Fast and Easy

HBO, Cinemax ops improve time, storage at state-of-the-art facility

Hauppauge, N.Y., is hardly synonymous with cutting-edge technology, but it should be. The HBO and Cinemax broadcast-operations facility there defines the tapeless future. The Long Island-based operation is home to 26 HBO and Cinemax standard-definition feeds and four HD feeds. By the middle of 2005, all will have content stored on a massive server farm. Bob Zitter, HBO executive vice president and chief technology officer, and Charles Cataldo, senior vice president, broadcast operations in Hauppauge, discussed the new system with B&C.

You've undertaken a new approach to storage. Can you tell me about it?

Zitter: Our new architecture takes the programming that will play on our feeds and ingests it into a Sun Microsystems 6900 series server with Hitachi 9980 series storage—and acts as an archive.
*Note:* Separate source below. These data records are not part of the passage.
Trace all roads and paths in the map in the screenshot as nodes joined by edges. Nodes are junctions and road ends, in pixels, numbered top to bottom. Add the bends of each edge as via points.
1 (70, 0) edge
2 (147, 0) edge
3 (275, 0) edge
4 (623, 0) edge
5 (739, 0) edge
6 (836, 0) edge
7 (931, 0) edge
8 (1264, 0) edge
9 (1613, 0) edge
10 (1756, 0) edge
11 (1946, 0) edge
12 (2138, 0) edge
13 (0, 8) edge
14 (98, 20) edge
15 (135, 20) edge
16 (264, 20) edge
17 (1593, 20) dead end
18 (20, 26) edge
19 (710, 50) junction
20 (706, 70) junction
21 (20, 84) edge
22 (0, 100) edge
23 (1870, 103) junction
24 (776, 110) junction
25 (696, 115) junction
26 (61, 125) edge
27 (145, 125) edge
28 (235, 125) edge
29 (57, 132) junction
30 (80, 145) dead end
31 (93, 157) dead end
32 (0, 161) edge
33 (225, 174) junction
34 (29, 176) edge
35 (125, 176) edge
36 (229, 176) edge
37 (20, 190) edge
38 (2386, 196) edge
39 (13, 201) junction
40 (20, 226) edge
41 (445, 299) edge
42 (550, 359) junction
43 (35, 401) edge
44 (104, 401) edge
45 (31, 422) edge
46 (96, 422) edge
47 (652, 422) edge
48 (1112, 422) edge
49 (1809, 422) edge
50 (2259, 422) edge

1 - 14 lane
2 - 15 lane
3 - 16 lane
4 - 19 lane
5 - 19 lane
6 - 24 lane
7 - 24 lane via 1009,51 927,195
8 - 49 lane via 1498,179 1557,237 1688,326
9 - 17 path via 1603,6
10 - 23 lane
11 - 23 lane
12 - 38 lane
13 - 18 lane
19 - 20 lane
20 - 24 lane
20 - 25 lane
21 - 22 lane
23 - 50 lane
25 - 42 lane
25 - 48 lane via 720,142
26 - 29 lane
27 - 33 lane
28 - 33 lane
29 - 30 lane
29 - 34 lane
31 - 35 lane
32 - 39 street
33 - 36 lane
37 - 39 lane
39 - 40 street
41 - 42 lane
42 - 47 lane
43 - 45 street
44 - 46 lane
Once completed, it will have 50 TB of storage, and function as a repository that holds all HBO and Cinemax programming for a year. It's then interconnected via high-speed fiber to Grass Valley Profile servers that are used to play to air.

How is that different from past systems?

Zitter: Now we essentially take tape and cache it into a Profile server and play it to air. But in this case, we ingest into the archive and tie our Harris Louth automation system into it. That means that the Profile system, with the help of proprietary software, reaches into the system and pulls out the needed programming.

What are the operational advantages?

Zitter: The advantages aren't so much in saving operators but in saving time. We ingest content once. We don't need to handle the materials, then move them from the library to tape playout machines. We have 26 network feeds that hold programming for a year. In addition, we can also store the different components of a program, like the languages and closed-captioning information. Then, as they're needed, we can put the combinations together for different networks.

How is the Profile system used?

Zitter: The Profile stores three days of programming. Right now, we have one Profile with four networks' worth of programming. Each day, that Profile flushes out one day of programming and adds in another day of programming. And if one of the programs is playing on two networks at once, it plays out from that one copy.

Tell me about the Sun system.

Zitter: This is a process we've been implementing over a three-year period, and we're about halfway through it. We needed large storage capacity at a reasonable cost. But more importantly, we needed to be able to move high volumes of video data files quickly from one machine to another in a short period of time.

Cataldo: The broadcast-video-server makers don't sell storage as a commodity. The computer manufacturers do. The thought was to put edge servers in that have codecs that feed the networks and keep the storage to the essential minimum in the Profiles. Then we put our investment in the Sun and Hitachi storage. The differences are a little slower processing speeds and less resilience in terms of performance. But there's also a cost savings that is a hundredfold.

What's the name of the project?

Zitter: My colleagues at Warner Bros. and Time Warner Cable always come up with project names. We just go ahead and do it.